To be fair: The show isn't as grotesque as it first seems.

The upcoming Netflix dating series, Dated and Related, raised eyebrows into the next level of the stratosphere when the platform announced *that* title. Listen, we’ve proven suckers for all of Netflix’s dating gimmicks: fall in love without ever seeing your partner; go on dates while you’re wearing prosthetics to look like monsters; vacation with a bevy of hot singles but—if it’s even humanly possible!—don’t have sex. Yet is this new series’ title suggesting…incest?!

A trailer released Thursday was clarifying, but it still proclaimed that Dated and Related should be “the most awkward dating show in history.” The narrator takes such glee in that superlative. Having now watched the footage, I’m not so sure this is a good thing.

The premise of the series is that requisite “hot singles” (Netflix has tapped into a seemingly endless supply) travel to a villa in the South of France, all hoping to find love. The catch: All their siblings are there, too—and they’re also looking for “the one.”

Is having a brother or sister there looking out for your best interest, vetting out the red flags and helping you make a connection, a welcome, healthy thing? Are they going to be raging cock blocks any time you try to hook up? Or are they just going to be in the corner vomiting after watching you engage in a sloppy, drunken makeout session by the pool—something no sibling should have to see?

The whole thing is mortifying. There’s no thrill in the second-hand embarrassment. The cringe of it all isn’t “so painful it’s fun.” It’s queasy and upsetting and, as has increasingly become the case with these kinds of shows, so gimmicky you question whether any of it—be it the hook-ups or the sibling blow-ups—are authentic.

The immediate question that one would ask about a show this ludicrous—”Who in the hell would agree to do this?”—didn’t always have such an obvious answer.
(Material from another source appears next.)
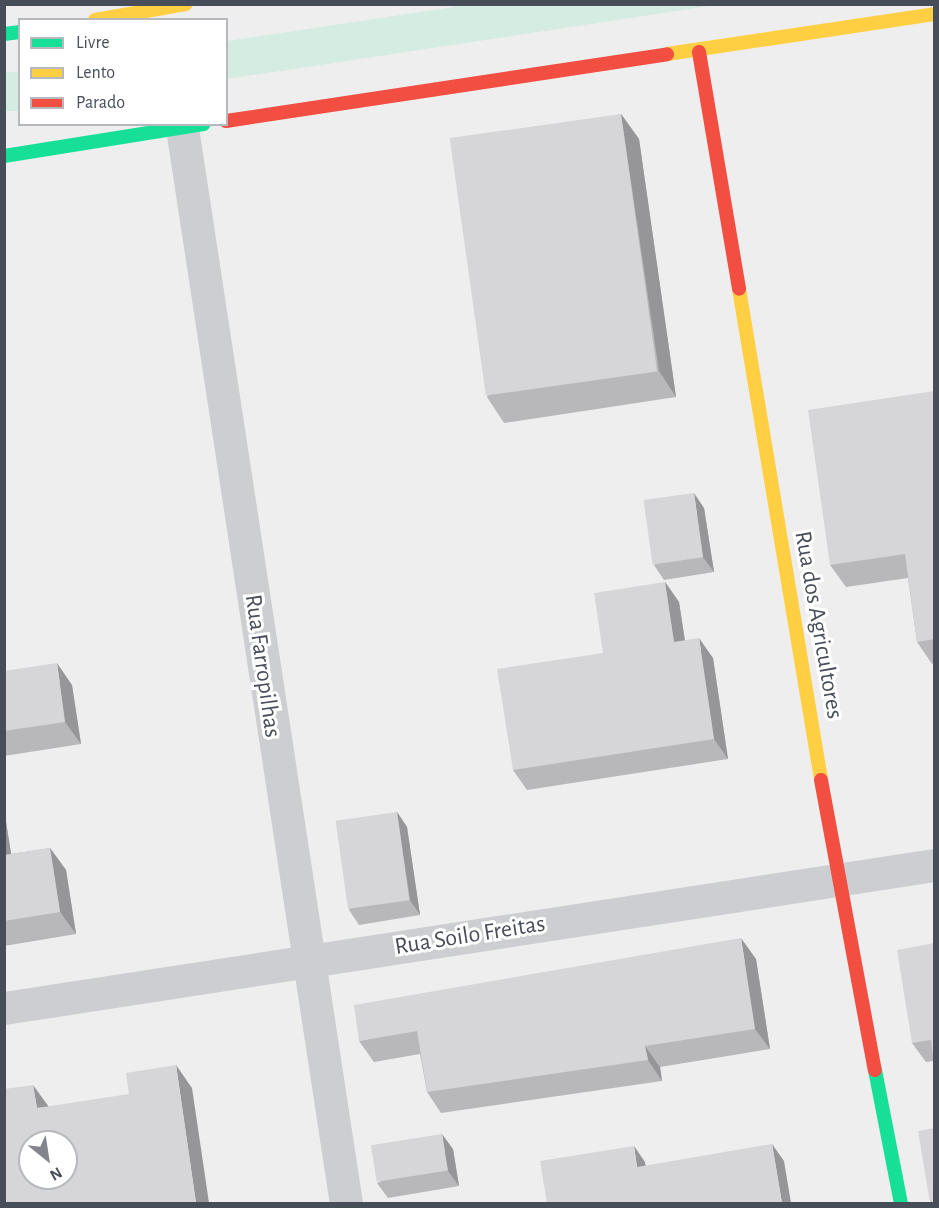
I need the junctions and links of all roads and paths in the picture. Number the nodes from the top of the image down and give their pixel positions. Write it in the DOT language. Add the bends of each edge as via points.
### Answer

But as trashy dating series have metastasized into a lucrative cottage industry for average hotties aspiring to be influencers from whatever vaguely altruistic origin there may have been, the answer has become obvious: money and attention.

In the trailer, there’s footage of the cast posing seductively by the poolside, as if they’re filming the opening credits for a Baywatch reboot, and as if you couldn’t catch me dead before I would do that in view of my siblings.

The show is admirably self-aware about the awkwardness, even proud of it. “This is probably the first time I’ve kissed a girl in front of my sister,” one guy says. There’s a montage of people taking uncomfortable sips of wine. One brother is seen gagging as his sister kisses someone right next to him. Another threatens a guy for being disrespectful. I hate it all!

The trailer’s narrator practically screams at one point, “WHY WOULD ANYONE WANT TO DO THIS?” before pivoting to a noble motive: Finding love isn’t easy, and this might be one unexplored avenue to do it.

Sometimes, the road less traveled is closed for a reason. In this case, that reason is your sibling humping someone mere feet from you while you’re encouraged to do the same thing—all on TV. Let’s not travel there.